Saturday, July 23, 2016

BLUE DOG BLUES



Over 50 years ago African-American Human Rights leader Malcolm X cautioned his community against the perils of blind allegiance to the Democratic Party.  He decried blantant racism of southern democrats and the subtle racism of its northern liberal wing. Malcolm X employed the analogy of the fox and the wolf to explain the motives of a party that in practice, appears no different than its' republican counterpart. It certainly appears just as corrupt. Since the 2010 mid-term elections we have heard of an silent majority that lies in shi'ar cloak within the democratic party. The Blue Dog Democrats as they are called, are those democrats that are actually Republicans in principle. The are for cuts in entitlement programs, small government, but big military spending and most of all, they trend toward established wealth and privilege. A cursory glance of history shows that this group is not a new phenomena in the party. A particularly poignant example is the case of Former Vice President and Secretary of Agriculture, Henry A. Wallace. Like 2016 Presidential Candidate Bernie Sanders, Wallace was an unabashed anti imperialist who supported civil rights, robust unions, checks on Wall Street, and living wages for the American Working Class.  His "Century of the Common Man speech, as well as his support for the New Deal programs of President Franklin Delano Roosevelt made him a dangerous pariah in his own political party.  And like Sanders, he was the choice of over 50% of democratic voters in the country.

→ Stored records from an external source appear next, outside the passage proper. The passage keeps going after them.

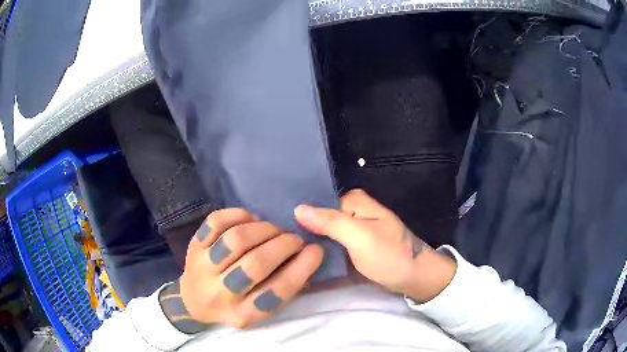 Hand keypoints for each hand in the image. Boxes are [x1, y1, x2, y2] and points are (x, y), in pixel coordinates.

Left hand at [159, 209, 323, 333]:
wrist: (193, 301)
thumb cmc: (234, 305)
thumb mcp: (258, 309)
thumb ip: (282, 288)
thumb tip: (308, 255)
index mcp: (243, 314)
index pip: (277, 292)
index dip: (302, 268)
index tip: (316, 250)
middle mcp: (220, 294)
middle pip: (255, 264)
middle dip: (283, 245)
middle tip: (294, 239)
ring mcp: (203, 268)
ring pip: (236, 239)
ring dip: (263, 229)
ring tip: (273, 230)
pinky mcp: (194, 246)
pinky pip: (216, 222)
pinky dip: (238, 215)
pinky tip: (250, 219)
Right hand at [295, 189, 455, 302]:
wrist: (415, 276)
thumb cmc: (390, 255)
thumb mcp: (360, 237)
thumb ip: (330, 222)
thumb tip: (297, 208)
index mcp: (354, 201)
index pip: (317, 204)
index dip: (301, 218)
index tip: (281, 233)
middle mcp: (353, 210)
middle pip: (320, 217)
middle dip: (304, 230)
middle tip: (284, 247)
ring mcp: (354, 228)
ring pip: (325, 231)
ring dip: (312, 242)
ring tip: (290, 253)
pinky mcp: (355, 244)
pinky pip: (333, 243)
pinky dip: (322, 250)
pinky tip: (307, 258) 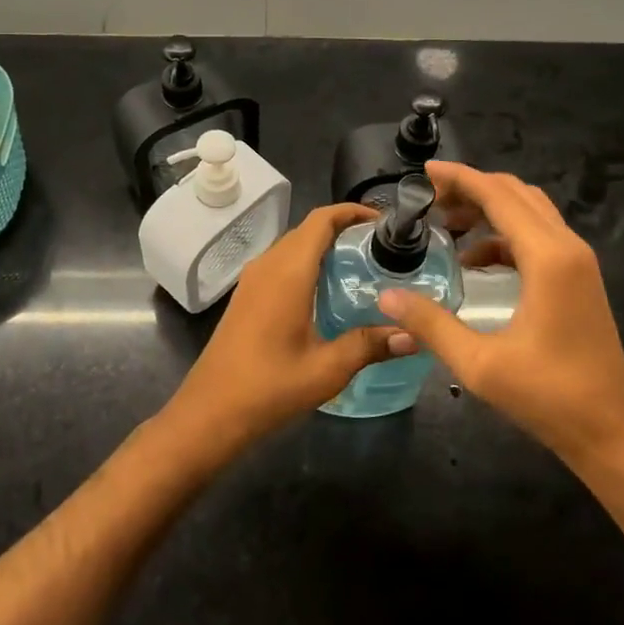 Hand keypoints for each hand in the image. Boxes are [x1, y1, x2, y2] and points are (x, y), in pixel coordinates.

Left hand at [165, 203, 416, 450]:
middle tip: (383, 250)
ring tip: (362, 268)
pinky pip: (281, 264)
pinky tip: (328, 294)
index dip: (352, 212)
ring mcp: (253, 280)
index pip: (321, 219)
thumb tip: (413, 336)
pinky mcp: (246, 296)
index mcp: (288, 271)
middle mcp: (268, 265)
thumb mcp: (327, 369)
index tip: (384, 223)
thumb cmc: (269, 387)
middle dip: (345, 230)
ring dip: (325, 247)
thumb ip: (370, 345)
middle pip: (308, 229)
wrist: (210, 412)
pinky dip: (308, 264)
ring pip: (293, 246)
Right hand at [377, 161, 623, 469]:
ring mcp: (579, 263)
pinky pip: (539, 236)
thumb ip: (430, 324)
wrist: (612, 432)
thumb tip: (386, 296)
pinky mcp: (579, 279)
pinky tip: (476, 262)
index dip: (460, 178)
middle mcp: (568, 248)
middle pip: (516, 194)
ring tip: (448, 223)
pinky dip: (504, 235)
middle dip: (472, 188)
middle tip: (430, 199)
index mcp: (548, 257)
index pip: (498, 195)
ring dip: (490, 208)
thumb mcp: (479, 364)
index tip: (424, 171)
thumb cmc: (549, 396)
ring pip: (530, 211)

Unfortunately, both were also victims of electoral coup d' etats in the primaries of their own parties. With Wallace, it was DNC Chairman Robert Hannegan, Treasurer Edwin Pauley, and others powerful party bosses, using payoffs, bribes of political offices and manipulation of electoral process, who robbed him (Wallace) of his nomination to the Vice-Presidency on a balmy Chicago night in July 1944. At the very point when Wallace's nomination seemed almost certain, they instructed Session Chairman Samuel Jackson to call an adjournment over the explosive protest of Wallace delegates who were more than ready to seal the deal and send Wallace back to the White House. According to Florida Senator Claude Pepper, Jackson told him that "he had strict instructions from Hannegan (DNC Chair) not to let the delegation nominate the Vice President." In Wallace's place would be Harry S. Truman. Truman was a Senator from Missouri that had as a backer the raining vice-lord of Kansas City; a man named Thomas Pendergast. So prevalent was this influence on Truman, that he was known as the "Senator from Pendergast."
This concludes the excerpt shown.